以上所述仅为本发明的优选实施方式而已,并不用于限制本发明,对于本领域的技术人员来说,本发明可以有各种更改和变化。凡在本发明的精神和原则之内,所作的任何修改、等同替换、改进等,均应包含在本发明的保护范围之内。
Claims (10)
1.一种缓解痛经和滋补元气的食品,其特征在于,其原料包括如下重量份的组分:香附0.5-10份,当归0.3-8份,蒲公英0.5-10份,女贞子0.5-8份,黑豆1-10份,荜拔0.1-5份,黑米1-10份和黑芝麻0.1-5份。
2.根据权利要求1所述的缓解痛经和滋补元气的食品,其特征在于,其原料包括如下重量份的组分:香附5-8份,当归1.2-6份,蒲公英5-8份,女贞子2.5-5份,黑豆5-7.5份,荜拔1-3份,黑米3-6份和黑芝麻3-4.5份。
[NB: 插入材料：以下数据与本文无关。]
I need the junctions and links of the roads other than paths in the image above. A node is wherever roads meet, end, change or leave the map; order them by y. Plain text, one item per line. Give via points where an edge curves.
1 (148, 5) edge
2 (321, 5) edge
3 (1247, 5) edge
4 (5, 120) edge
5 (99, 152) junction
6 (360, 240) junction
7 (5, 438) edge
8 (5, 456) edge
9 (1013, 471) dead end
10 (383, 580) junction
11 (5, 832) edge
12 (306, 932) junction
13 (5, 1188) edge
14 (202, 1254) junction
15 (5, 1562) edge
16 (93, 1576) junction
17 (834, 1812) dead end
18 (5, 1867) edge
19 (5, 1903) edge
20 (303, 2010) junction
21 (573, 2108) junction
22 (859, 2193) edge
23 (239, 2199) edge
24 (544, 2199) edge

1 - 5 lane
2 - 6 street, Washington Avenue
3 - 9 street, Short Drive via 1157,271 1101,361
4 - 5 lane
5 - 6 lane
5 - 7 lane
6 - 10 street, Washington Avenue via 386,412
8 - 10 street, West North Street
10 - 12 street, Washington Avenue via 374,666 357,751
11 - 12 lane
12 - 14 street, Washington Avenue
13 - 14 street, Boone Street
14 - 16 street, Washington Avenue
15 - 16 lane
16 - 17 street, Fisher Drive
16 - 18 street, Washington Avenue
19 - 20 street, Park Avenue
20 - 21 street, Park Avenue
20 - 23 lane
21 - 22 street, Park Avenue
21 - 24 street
3.根据权利要求2所述的缓解痛经和滋补元气的食品,其特征在于,其原料包括如下重量份的组分:香附7份,当归3份,蒲公英6份,女贞子4份,黑豆6.5份,黑米5份,荜拔2份和黑芝麻4份。
4.一种如权利要求1-3任一项所述的缓解痛经和滋补元气的食品的制备方法,其特征在于,步骤包括:
(1)选料:黑米除去杂质,用清水洗净;
(2)浸泡:将洗净后的黑米放在清水中浸泡8-16小时备用;
(3)粉碎:将原料蒲公英、女贞子、当归、荜拔、香附和黑芝麻分别粉碎成20-80目粉,得到蒲公英粉、女贞子粉、当归粉、荜拔粉、香附粉和黑芝麻粉,备用;
(4)蒸煮黑豆:将原料黑豆蒸煮至软烂,滤过,去渣得到黑豆汁,备用;
(5)稠糕制备:将蒲公英粉、荜拔粉、女贞子粉和当归粉中加入1-1.5倍水,煎煮40-60分钟,滤过,去渣,浓缩为稠糕,备用;
(6)将稠糕、黑芝麻粉、香附粉和黑豆汁,加入步骤(2)的黑米中,混匀,压模成米糕。
5.根据权利要求4所述的缓解痛经和滋补元气的食品的制备方法,其特征在于,步骤(6)还包括汽蒸,将压模成型的米糕放入蒸笼中蒸制20-30分钟,起锅。
6.根据权利要求5所述的缓解痛经和滋补元气的食品的制备方法,其特征在于,将蒸制好的米糕真空密封包装,在122℃蒸汽灭菌20分钟。
7.根据权利要求4所述的缓解痛经和滋补元气的食品的制备方法,其特征在于,所述步骤(2)还包括磨粉,将浸泡好的黑米倒入粉碎机中,粉碎磨成40-80目湿米粉。
8.根据权利要求4所述的缓解痛经和滋补元气的食品的制备方法,其特征在于,步骤(5)制得的稠糕为70℃时相对密度为1.1-1.5的稠糕。
9.根据权利要求4所述的缓解痛经和滋补元气的食品的制备方法,其特征在于,步骤(5)中将蒲公英粉煎煮前,还包括用沸水将蒲公英粉焯2-3分钟。
10.根据权利要求4所述的缓解痛经和滋补元气的食品的制备方法,其特征在于,步骤(3)当归在粉碎处理前还包括:将新鲜的当归拣去杂质,洗净,闷润,稍晾至内外湿度适宜时,切片晒干。